== Segment start ==

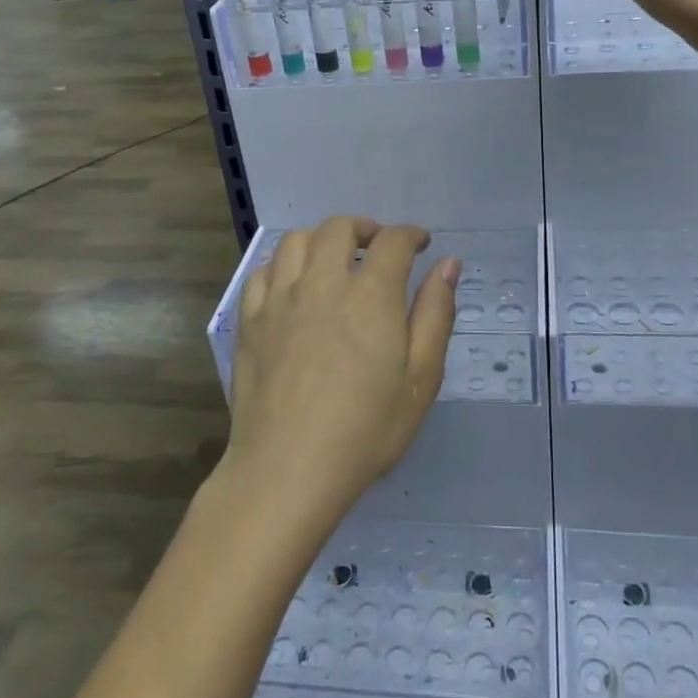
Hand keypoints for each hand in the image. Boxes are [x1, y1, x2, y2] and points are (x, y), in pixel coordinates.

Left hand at [222, 217, 457, 526]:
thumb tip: (448, 264)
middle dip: (364, 228)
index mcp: (370, 296)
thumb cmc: (365, 431)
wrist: (287, 469)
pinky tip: (292, 286)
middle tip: (376, 246)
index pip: (393, 241)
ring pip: (296, 241)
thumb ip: (436, 315)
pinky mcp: (250, 320)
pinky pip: (262, 272)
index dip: (410, 235)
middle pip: (339, 228)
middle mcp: (322, 283)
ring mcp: (279, 299)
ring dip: (321, 239)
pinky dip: (283, 266)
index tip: (421, 244)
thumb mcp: (420, 379)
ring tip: (333, 259)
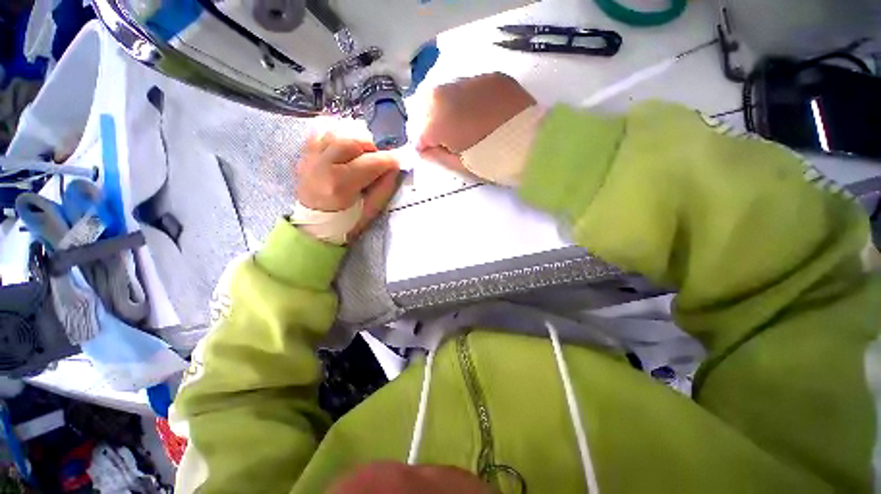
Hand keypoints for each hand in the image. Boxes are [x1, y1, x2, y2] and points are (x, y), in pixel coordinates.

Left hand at [295, 133, 399, 239]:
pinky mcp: (304, 156)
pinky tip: (343, 148)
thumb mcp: (371, 211)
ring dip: (353, 141)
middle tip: (377, 160)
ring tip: (360, 155)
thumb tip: (393, 167)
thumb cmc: (346, 223)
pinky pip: (319, 134)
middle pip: (352, 142)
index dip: (388, 161)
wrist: (314, 226)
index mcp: (341, 185)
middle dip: (371, 148)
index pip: (371, 163)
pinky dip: (335, 136)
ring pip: (336, 134)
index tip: (396, 163)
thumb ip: (384, 187)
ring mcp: (309, 159)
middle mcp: (322, 166)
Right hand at [417, 73, 535, 171]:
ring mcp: (474, 82)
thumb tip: (424, 149)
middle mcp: (453, 95)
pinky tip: (472, 111)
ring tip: (453, 123)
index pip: (421, 130)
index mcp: (445, 123)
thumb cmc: (497, 163)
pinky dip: (463, 98)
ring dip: (443, 106)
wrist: (537, 146)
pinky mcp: (492, 77)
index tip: (426, 150)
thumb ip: (439, 156)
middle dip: (426, 119)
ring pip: (446, 89)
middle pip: (427, 102)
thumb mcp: (464, 166)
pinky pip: (467, 85)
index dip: (421, 143)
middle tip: (435, 135)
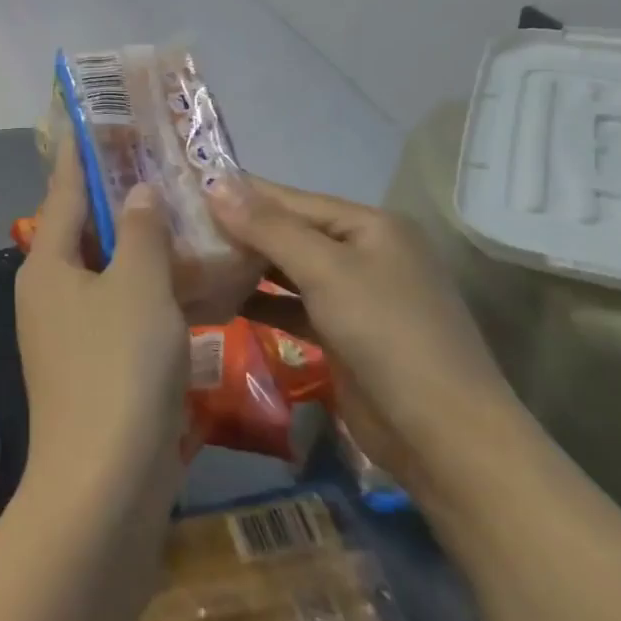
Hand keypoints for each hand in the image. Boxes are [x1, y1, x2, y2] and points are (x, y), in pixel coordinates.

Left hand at [14, 139, 190, 517]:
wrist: (104, 486)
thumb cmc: (118, 368)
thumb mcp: (138, 286)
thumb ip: (140, 233)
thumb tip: (137, 193)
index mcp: (48, 265)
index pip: (65, 192)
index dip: (82, 155)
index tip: (96, 121)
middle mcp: (49, 294)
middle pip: (85, 232)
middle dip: (120, 201)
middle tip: (160, 167)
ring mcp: (68, 336)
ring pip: (107, 274)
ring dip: (140, 248)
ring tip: (182, 217)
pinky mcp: (93, 370)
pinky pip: (120, 312)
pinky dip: (148, 292)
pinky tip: (187, 285)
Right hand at [208, 177, 520, 500]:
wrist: (443, 436)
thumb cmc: (388, 335)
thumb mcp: (327, 271)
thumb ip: (269, 228)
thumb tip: (215, 184)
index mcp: (369, 226)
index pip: (292, 199)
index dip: (240, 193)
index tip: (187, 186)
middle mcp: (362, 253)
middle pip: (288, 232)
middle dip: (238, 230)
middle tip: (177, 225)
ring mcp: (354, 296)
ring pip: (287, 271)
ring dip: (244, 266)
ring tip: (188, 257)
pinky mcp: (341, 335)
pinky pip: (291, 306)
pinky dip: (259, 303)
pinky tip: (218, 299)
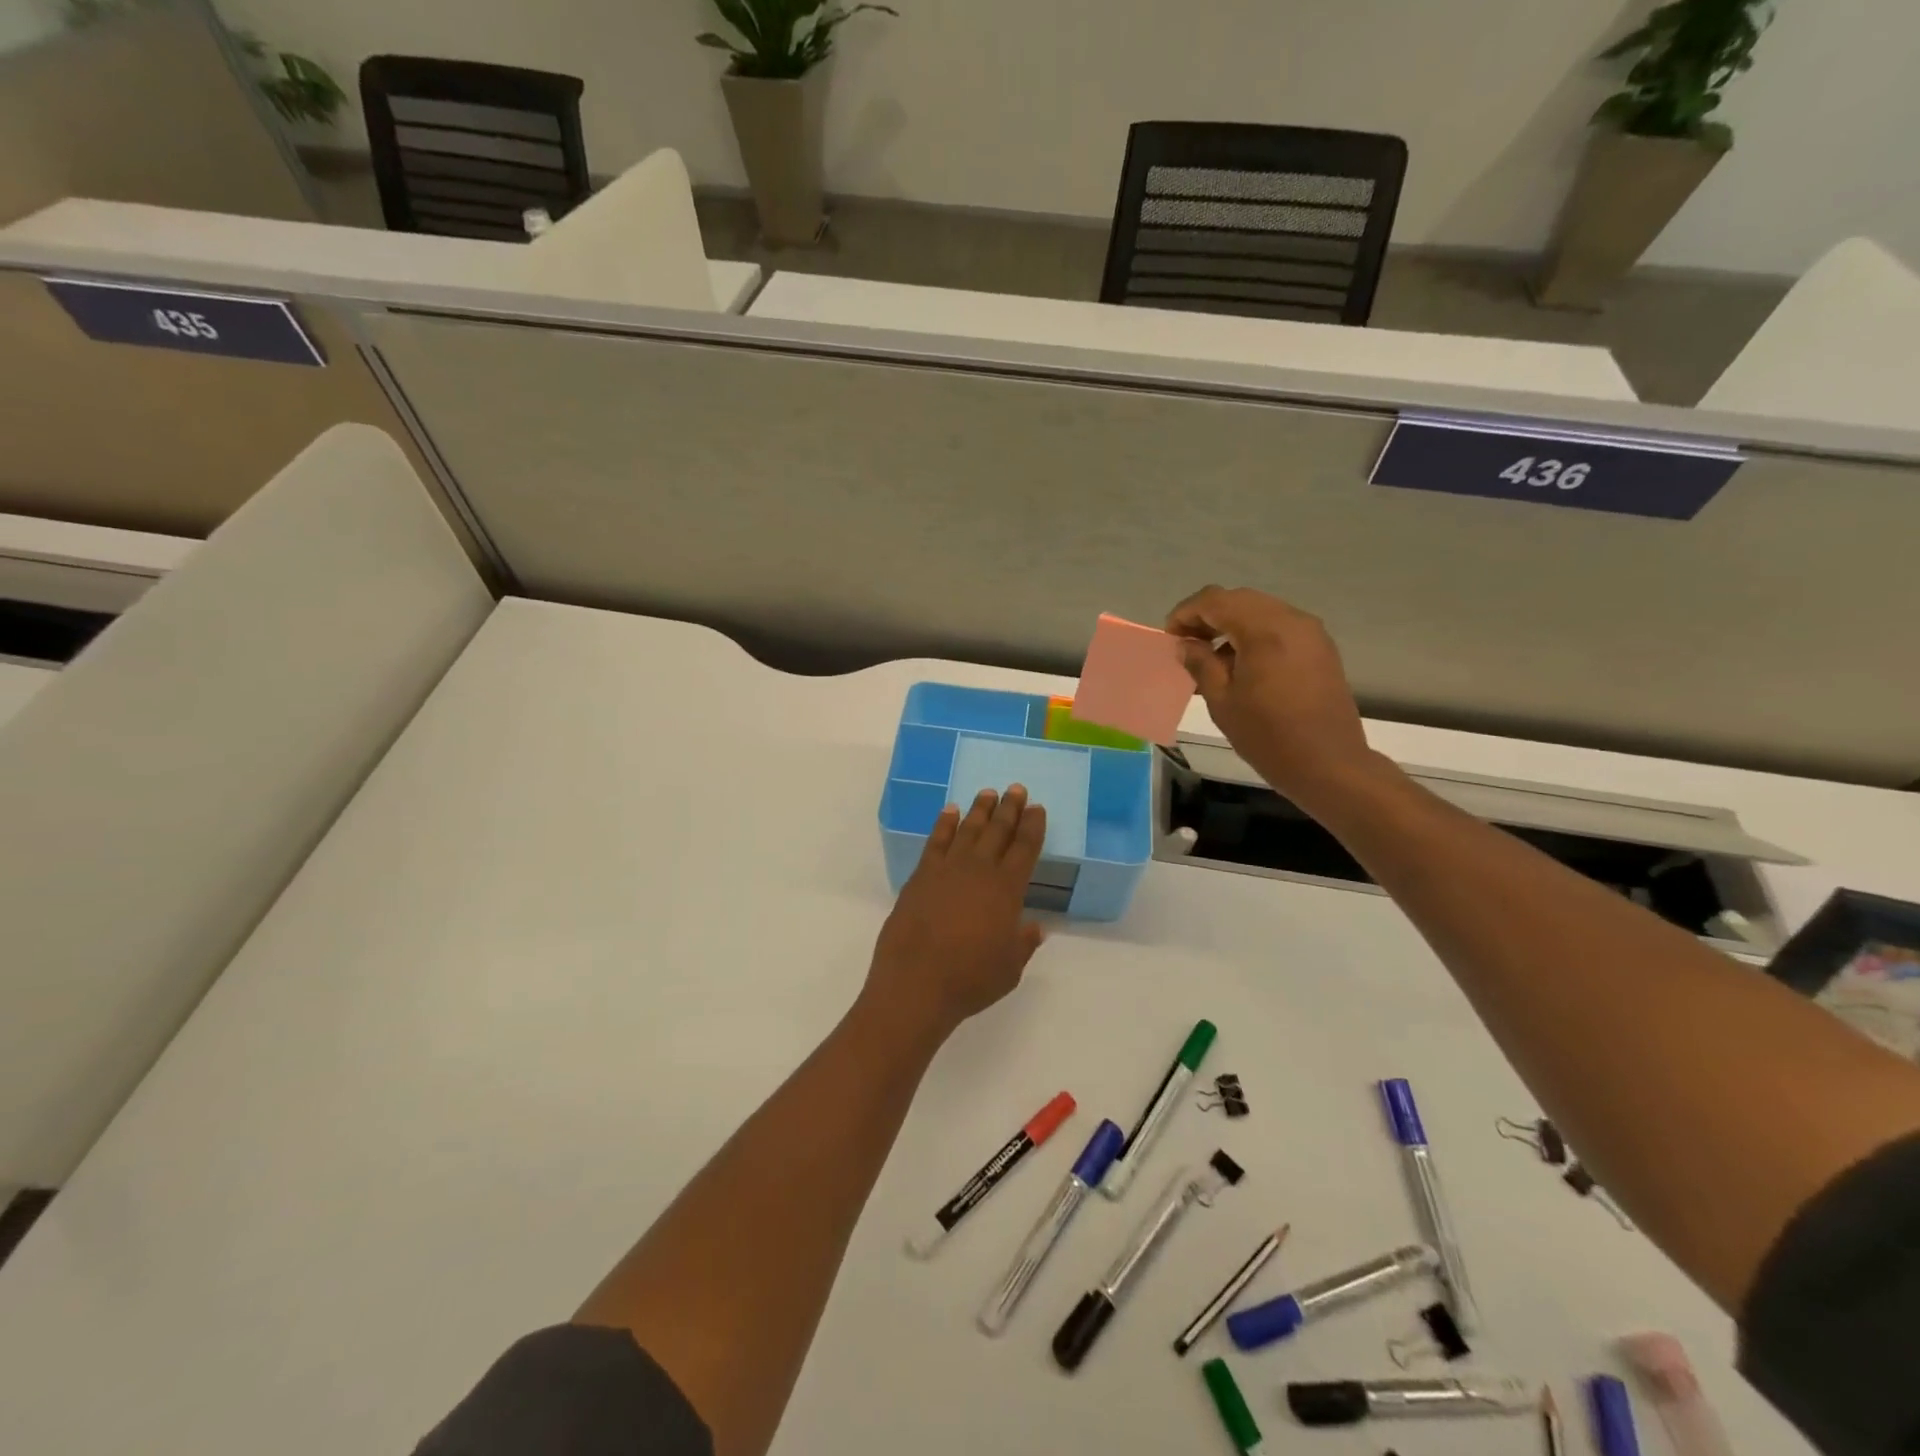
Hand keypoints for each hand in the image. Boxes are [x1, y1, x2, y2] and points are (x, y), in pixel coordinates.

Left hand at [865, 786, 1047, 1043]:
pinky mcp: (921, 876)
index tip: (1037, 808)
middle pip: (998, 831)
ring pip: (968, 829)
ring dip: (980, 810)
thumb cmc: (970, 979)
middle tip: (1017, 789)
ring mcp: (947, 869)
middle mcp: (979, 870)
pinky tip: (950, 811)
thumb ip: (1023, 943)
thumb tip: (1035, 927)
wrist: (916, 983)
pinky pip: (936, 841)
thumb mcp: (1009, 968)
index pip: (1025, 848)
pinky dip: (944, 823)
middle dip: (1010, 809)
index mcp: (1007, 889)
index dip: (1033, 826)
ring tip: (988, 793)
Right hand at [1165, 586, 1376, 805]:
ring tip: (1212, 656)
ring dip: (1231, 623)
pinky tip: (1242, 663)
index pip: (1215, 600)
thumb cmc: (1268, 736)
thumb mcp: (1222, 701)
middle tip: (1187, 643)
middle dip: (1208, 615)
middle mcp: (1291, 620)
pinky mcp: (1320, 648)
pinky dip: (1254, 633)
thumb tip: (1186, 644)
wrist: (1329, 764)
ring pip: (1261, 610)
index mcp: (1264, 630)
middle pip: (1240, 599)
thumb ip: (1201, 664)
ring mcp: (1311, 632)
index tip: (1171, 637)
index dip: (1186, 613)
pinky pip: (1280, 626)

== Segment end ==

Set down exactly the lines of the material above from the one with "thumb mcp: (1222, 701)" through the end. Include both ends and nothing else.

Written answer |
thumb mcp: (1222, 701)
middle tip: (1187, 643)
middle dip: (1208, 615)
middle mcp: (1291, 620)
pinky mcp: (1320, 648)
pinky dip: (1254, 633)
thumb tip: (1186, 644)
wrist: (1329, 764)
ring pip: (1261, 610)
index mcp: (1264, 630)
middle pip: (1240, 599)
thumb ip: (1201, 664)
ring mcp: (1311, 632)
index tip: (1171, 637)
index dip: (1186, 613)
pinky pip: (1280, 626)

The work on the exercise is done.